Your code reads: "As long as the population is less than 2000, calculate the population of the next generation and then check again". Hence, it will always calculate one generation too many.
Try this:
while True:
nextGen = population + growth_rate * population
if nextGen > 2000: break
population = nextGen
print population
time = time + 1
EDIT:
Or to get the exact result:
print (math.log (2) / math.log (1 + growth_rate) )
So the whole program could be:
import math
population = 1000
growth_rate = 0.21 # 21% growth per minute
t = math.log (2) / math.log (1 + growth_rate)
print 'It took {} minutes for the bacteria to double.'.format (t)
print '...and the final population was {} bacteria.'.format (2 * population)
Because prior to your last iteration (#4 below) it IS below 2,000.
Iteration #1: 1210.0
Iteration #2: 1464.1
Iteration #3: 1771.561
Iteration #4: 2143.58881
Another way to do this, although perhaps less elegant, would be to add a break in your While loop like this (assuming all you care about is not printing any number higher than 2,000):
while population < 2000:
population = population + growth_rate * population
if population >= 2000:
break
else:
print population
time = time + 1
At the penultimate iteration of the loop the population was less than 2,000, so there was another iteration. On the final iteration the population became more than 2,000 and so the loop exited.
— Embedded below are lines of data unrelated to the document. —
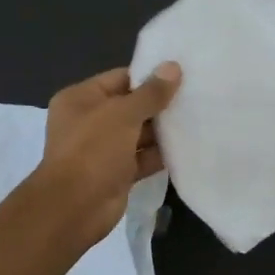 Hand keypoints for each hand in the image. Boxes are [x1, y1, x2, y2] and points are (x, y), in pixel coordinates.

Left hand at [38, 63, 180, 242]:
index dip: (149, 76)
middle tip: (197, 94)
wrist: (75, 207)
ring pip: (139, 134)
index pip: (120, 79)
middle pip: (131, 106)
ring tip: (199, 117)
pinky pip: (143, 158)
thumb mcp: (122, 114)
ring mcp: (103, 149)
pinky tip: (189, 146)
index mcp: (81, 99)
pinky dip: (161, 154)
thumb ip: (151, 93)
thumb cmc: (93, 150)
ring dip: (163, 130)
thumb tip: (173, 67)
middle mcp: (90, 121)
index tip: (181, 73)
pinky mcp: (117, 173)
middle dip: (160, 104) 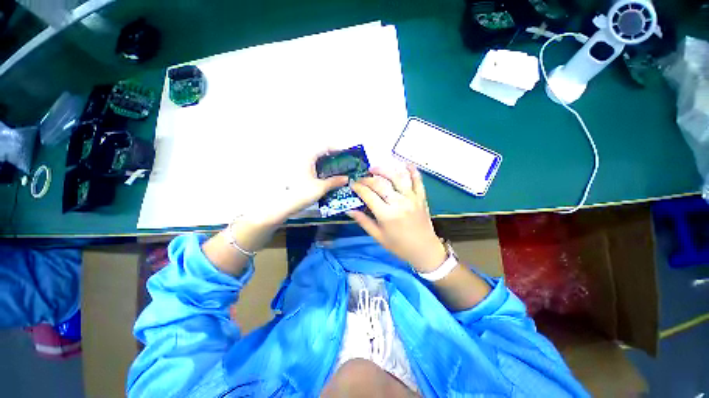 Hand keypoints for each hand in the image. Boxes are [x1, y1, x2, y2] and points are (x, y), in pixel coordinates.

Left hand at [245, 149, 348, 228]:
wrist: (284, 205)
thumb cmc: (302, 193)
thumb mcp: (321, 187)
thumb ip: (335, 181)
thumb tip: (346, 178)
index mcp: (308, 157)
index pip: (325, 146)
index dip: (337, 148)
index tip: (346, 154)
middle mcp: (303, 158)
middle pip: (320, 152)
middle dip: (333, 156)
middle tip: (343, 163)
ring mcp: (299, 165)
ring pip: (316, 160)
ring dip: (327, 163)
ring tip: (337, 170)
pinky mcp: (298, 173)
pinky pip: (312, 166)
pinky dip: (321, 169)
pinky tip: (326, 177)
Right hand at [348, 164, 446, 272]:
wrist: (424, 250)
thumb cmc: (399, 246)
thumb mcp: (378, 236)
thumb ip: (363, 221)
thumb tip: (349, 210)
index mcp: (387, 215)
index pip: (369, 195)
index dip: (358, 187)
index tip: (352, 184)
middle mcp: (399, 202)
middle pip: (380, 184)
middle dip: (367, 179)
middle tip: (360, 178)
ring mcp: (412, 198)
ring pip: (397, 177)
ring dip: (385, 169)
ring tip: (374, 168)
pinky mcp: (421, 197)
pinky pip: (417, 180)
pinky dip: (412, 170)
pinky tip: (405, 164) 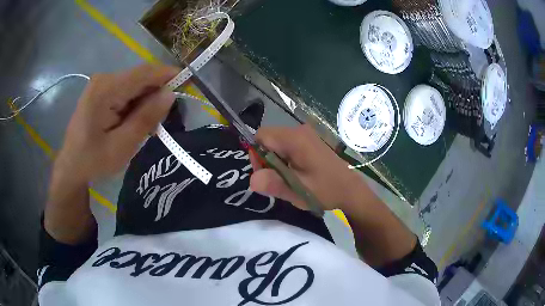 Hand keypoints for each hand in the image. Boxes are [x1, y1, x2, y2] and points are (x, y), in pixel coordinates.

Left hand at [55, 64, 178, 182]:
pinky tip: (133, 122)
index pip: (145, 73)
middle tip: (165, 119)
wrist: (71, 167)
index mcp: (106, 89)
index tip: (188, 85)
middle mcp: (104, 79)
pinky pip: (126, 91)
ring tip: (148, 126)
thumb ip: (146, 118)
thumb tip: (170, 94)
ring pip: (134, 85)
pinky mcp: (101, 91)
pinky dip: (135, 104)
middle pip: (140, 78)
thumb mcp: (122, 146)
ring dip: (145, 101)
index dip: (169, 75)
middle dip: (156, 93)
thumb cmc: (93, 161)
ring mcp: (101, 84)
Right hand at [249, 125, 365, 210]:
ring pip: (277, 143)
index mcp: (295, 139)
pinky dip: (285, 160)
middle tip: (277, 180)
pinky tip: (296, 174)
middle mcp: (299, 131)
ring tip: (288, 178)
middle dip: (266, 159)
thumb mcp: (298, 191)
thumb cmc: (326, 190)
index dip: (256, 154)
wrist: (350, 190)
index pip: (261, 136)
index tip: (265, 174)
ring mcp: (306, 135)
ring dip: (276, 161)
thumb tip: (251, 180)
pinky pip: (287, 146)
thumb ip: (274, 184)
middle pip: (268, 139)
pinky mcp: (310, 141) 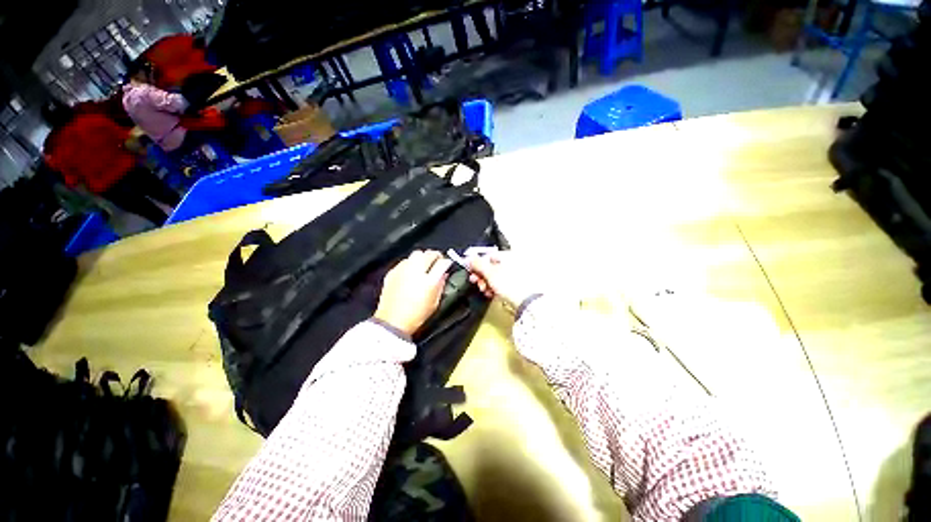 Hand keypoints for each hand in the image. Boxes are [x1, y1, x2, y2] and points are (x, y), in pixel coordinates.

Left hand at [374, 250, 452, 335]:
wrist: (392, 322)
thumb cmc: (416, 315)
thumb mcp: (435, 302)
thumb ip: (441, 285)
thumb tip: (443, 274)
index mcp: (429, 280)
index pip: (442, 262)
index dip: (446, 262)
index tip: (447, 264)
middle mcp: (415, 270)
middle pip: (428, 253)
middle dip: (434, 256)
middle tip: (436, 263)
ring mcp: (402, 270)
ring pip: (415, 254)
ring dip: (422, 258)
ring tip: (423, 267)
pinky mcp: (392, 272)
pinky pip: (404, 261)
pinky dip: (410, 264)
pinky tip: (410, 273)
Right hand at [467, 251, 537, 312]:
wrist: (526, 302)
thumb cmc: (511, 284)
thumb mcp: (490, 272)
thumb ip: (478, 263)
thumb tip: (469, 258)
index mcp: (508, 255)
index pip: (488, 255)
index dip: (478, 262)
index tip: (471, 269)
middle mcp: (513, 262)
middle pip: (491, 266)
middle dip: (481, 275)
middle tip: (475, 280)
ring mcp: (515, 274)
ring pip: (496, 276)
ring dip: (486, 283)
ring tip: (484, 289)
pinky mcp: (516, 285)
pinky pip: (502, 284)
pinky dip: (495, 288)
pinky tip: (491, 293) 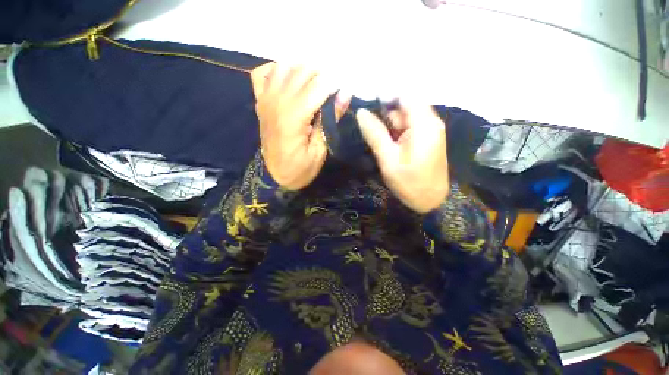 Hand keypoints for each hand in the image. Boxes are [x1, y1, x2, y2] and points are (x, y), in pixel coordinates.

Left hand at [251, 63, 333, 190]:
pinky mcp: (260, 102)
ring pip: (283, 66)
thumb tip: (345, 94)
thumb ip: (330, 120)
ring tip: (314, 83)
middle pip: (302, 71)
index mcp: (294, 118)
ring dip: (302, 69)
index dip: (334, 84)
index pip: (318, 86)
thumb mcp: (319, 150)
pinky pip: (262, 74)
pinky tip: (289, 79)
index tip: (343, 90)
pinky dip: (276, 70)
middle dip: (322, 75)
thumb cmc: (299, 169)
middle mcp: (277, 102)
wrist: (273, 177)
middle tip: (331, 90)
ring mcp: (265, 100)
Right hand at [356, 103, 449, 212]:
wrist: (431, 202)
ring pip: (406, 118)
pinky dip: (397, 134)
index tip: (368, 105)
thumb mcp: (388, 159)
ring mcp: (431, 131)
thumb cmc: (409, 183)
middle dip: (386, 116)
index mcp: (424, 124)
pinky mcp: (428, 139)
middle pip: (405, 106)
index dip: (385, 96)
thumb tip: (361, 112)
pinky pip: (410, 128)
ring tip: (384, 147)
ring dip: (391, 127)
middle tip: (375, 136)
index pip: (405, 95)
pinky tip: (391, 147)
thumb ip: (375, 134)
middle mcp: (431, 122)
If the population increased by 1 each time then you're correct; the loop would have exited at 2,000. You can see this behaviour using a simpler version:
i = 0
while i < 10:
i += 1
print i
Vary the amount that i increases by in order to see how it changes.
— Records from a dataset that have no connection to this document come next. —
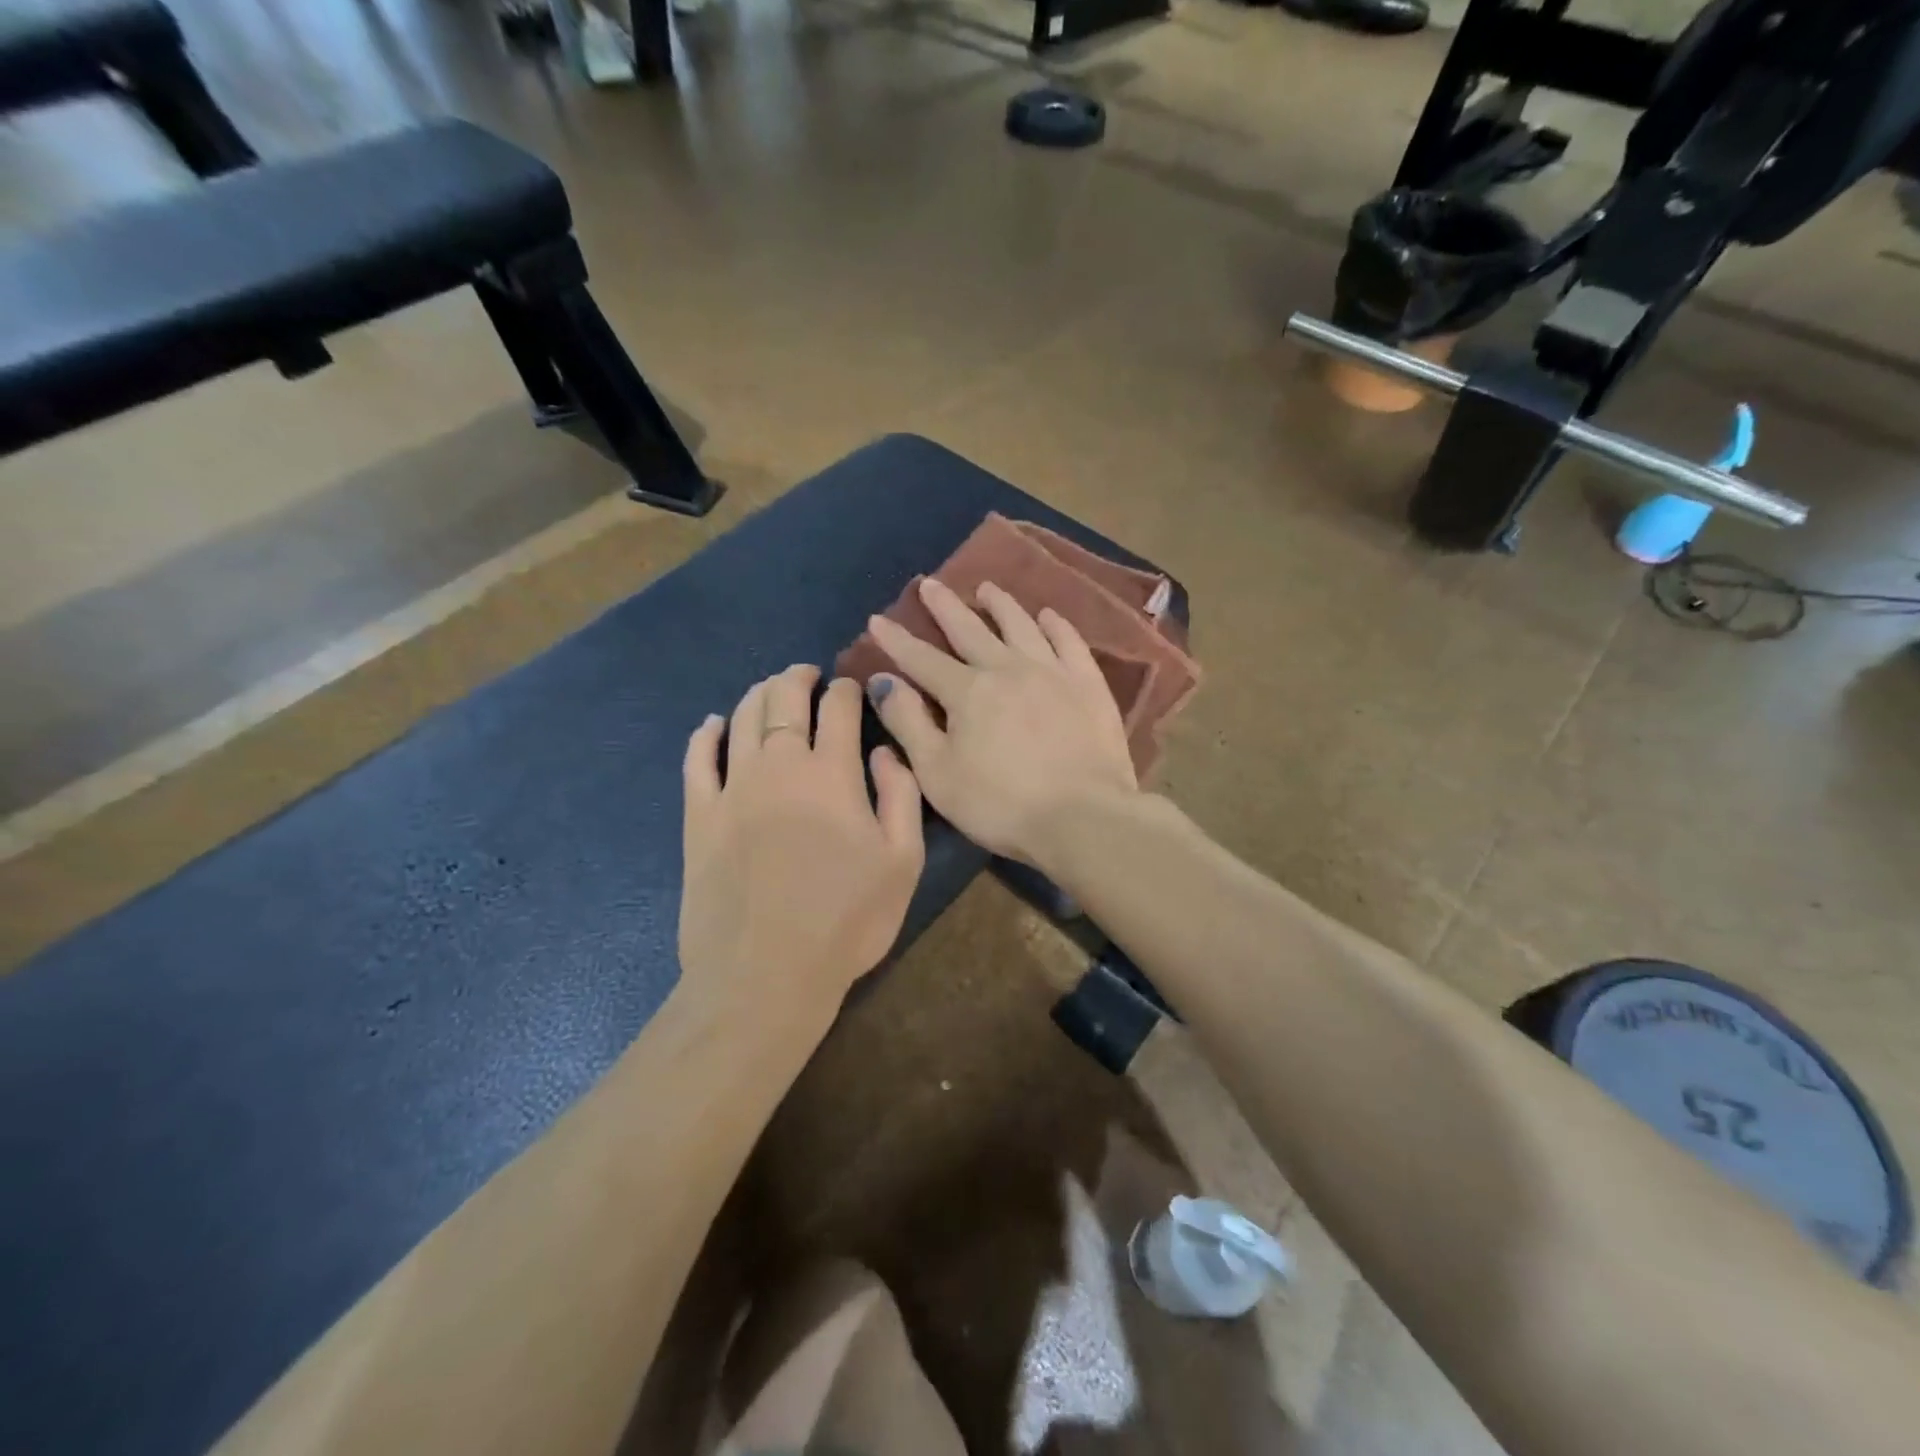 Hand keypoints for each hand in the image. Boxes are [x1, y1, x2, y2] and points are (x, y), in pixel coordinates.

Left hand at [679, 666, 924, 1018]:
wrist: (767, 973)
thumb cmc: (848, 919)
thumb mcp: (903, 860)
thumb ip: (902, 795)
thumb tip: (884, 750)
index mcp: (832, 772)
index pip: (838, 708)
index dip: (846, 689)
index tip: (850, 685)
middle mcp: (779, 765)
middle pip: (784, 699)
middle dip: (798, 678)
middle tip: (807, 674)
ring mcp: (732, 788)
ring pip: (743, 718)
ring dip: (759, 694)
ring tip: (770, 689)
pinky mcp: (699, 816)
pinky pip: (697, 759)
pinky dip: (706, 734)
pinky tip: (713, 724)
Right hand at [866, 579, 1137, 867]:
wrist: (1082, 817)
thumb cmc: (999, 804)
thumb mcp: (937, 773)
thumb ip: (908, 723)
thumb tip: (882, 681)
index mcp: (967, 691)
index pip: (922, 659)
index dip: (896, 640)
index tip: (877, 618)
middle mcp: (1007, 668)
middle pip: (970, 629)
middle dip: (945, 607)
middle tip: (930, 583)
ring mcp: (1052, 672)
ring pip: (1021, 625)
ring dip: (1001, 605)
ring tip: (987, 588)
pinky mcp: (1088, 685)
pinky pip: (1069, 642)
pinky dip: (1056, 625)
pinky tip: (1048, 615)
A while loop is an example of an "entry controlled" loop. This means that the condition is checked before entering the loop. Hence, this means if your loop condition was violated during the previous iteration, but not at the beginning, your loop will terminate after the first violation, not before it.
Here is a simple example:
>>> a = 1
>>> while a < 5:
... a = a+3
... print a
...
4
7
So, if you want that your loop must exit before a is greater than or equal to 5, you must do the check in the loop itself and break out of the loop:
>>> a = 1
>>> while a < 5:
... a = a+3
... if a < 5:
... print a
... else:
... break
...
4
So your code right here:
while population < 2000:
population = population + growth_rate*population
Say we enter that while loop and population = 1800, and growth_rate = .21. This satisfies all the requirements for the while loop to enter another loop. But, in the next line, you will set population = 1800 +(.21)*1800 which equals 2178. So, when you print out population, it will say 2178 even though it's higher than 2000
What you could do, is something like this:
while population < 2000:
if population == population + growth_rate * population < 2000:
population = population + growth_rate * population
time = time + 1
else:
break
print population
time = 0
population = 1000 # 1000 bacteria to start with
growth_rate = 0.21 # 21% growth per minute
while population != 2*population:
population = population + (growth_rate * population )
time = time + 1
print "It took %d minutes for the bacteria to double." % time
I think you will be getting the right output now.
I think this is a simple math problem - you're expecting the time to be an integer, although it probably is a floating point number. The loop can't stop when the population has reached 2000, because the way you're calculating it, it never has a value of 2000.